(Beginning of Data excerpts)

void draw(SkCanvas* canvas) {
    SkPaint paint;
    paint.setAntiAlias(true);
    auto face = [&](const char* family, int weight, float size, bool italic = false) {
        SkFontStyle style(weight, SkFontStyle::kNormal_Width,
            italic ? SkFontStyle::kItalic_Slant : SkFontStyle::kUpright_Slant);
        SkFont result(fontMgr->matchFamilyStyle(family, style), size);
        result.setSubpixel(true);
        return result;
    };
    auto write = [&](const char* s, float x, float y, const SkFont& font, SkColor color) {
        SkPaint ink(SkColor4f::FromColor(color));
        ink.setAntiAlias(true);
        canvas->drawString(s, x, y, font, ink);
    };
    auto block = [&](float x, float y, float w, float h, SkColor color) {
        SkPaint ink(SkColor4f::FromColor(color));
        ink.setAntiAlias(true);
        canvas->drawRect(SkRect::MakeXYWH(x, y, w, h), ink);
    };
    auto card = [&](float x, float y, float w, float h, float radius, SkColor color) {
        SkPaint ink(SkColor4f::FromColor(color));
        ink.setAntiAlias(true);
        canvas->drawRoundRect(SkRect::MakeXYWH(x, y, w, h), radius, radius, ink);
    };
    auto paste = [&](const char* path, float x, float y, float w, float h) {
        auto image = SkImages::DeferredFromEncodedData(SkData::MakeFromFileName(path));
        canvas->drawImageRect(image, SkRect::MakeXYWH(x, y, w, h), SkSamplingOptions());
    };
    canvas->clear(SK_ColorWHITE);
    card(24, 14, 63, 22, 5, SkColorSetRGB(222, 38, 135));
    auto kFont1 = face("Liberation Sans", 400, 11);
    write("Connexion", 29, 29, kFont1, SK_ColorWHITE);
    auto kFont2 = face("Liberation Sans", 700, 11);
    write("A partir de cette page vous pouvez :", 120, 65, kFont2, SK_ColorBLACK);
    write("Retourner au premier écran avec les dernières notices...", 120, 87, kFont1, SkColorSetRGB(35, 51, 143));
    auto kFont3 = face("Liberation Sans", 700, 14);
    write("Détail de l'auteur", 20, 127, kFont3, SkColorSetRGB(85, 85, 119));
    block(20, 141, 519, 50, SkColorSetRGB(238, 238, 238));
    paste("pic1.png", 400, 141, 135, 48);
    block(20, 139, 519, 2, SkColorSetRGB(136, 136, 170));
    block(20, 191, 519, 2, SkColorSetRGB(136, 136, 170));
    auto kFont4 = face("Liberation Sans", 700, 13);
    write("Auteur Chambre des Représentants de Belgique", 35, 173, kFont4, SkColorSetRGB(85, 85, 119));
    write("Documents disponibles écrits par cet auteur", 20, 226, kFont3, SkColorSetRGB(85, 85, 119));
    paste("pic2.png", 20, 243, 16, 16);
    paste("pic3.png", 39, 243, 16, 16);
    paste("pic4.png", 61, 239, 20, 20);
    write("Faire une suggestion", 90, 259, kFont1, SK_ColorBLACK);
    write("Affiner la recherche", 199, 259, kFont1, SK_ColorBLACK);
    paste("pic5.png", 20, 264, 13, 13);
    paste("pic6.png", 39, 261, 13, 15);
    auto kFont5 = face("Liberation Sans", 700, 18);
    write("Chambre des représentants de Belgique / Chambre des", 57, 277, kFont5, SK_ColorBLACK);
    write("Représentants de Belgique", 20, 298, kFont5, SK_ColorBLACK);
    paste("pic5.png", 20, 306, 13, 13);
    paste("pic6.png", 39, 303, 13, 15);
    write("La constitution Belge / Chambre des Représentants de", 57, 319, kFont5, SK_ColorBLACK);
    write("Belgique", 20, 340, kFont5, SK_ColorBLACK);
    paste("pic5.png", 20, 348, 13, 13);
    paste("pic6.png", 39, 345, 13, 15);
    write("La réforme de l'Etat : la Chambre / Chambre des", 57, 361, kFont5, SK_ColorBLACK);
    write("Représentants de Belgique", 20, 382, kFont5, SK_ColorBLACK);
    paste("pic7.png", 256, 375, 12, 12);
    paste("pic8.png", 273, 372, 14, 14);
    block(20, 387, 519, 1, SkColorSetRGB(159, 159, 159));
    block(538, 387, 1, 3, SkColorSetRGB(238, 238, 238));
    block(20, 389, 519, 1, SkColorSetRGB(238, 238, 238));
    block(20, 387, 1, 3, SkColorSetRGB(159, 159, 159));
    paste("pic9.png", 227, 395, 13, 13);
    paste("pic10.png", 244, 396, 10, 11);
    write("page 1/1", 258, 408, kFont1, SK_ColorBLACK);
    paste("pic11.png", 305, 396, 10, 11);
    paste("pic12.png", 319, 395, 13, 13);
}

(End of Data excerpts)

Work request ::
Each line of the listing above that includes the word "size" should be copied.

Task response ::
    auto face = [&](const char* family, int weight, float size, bool italic = false) {
        SkFont result(fontMgr->matchFamilyStyle(family, style), size);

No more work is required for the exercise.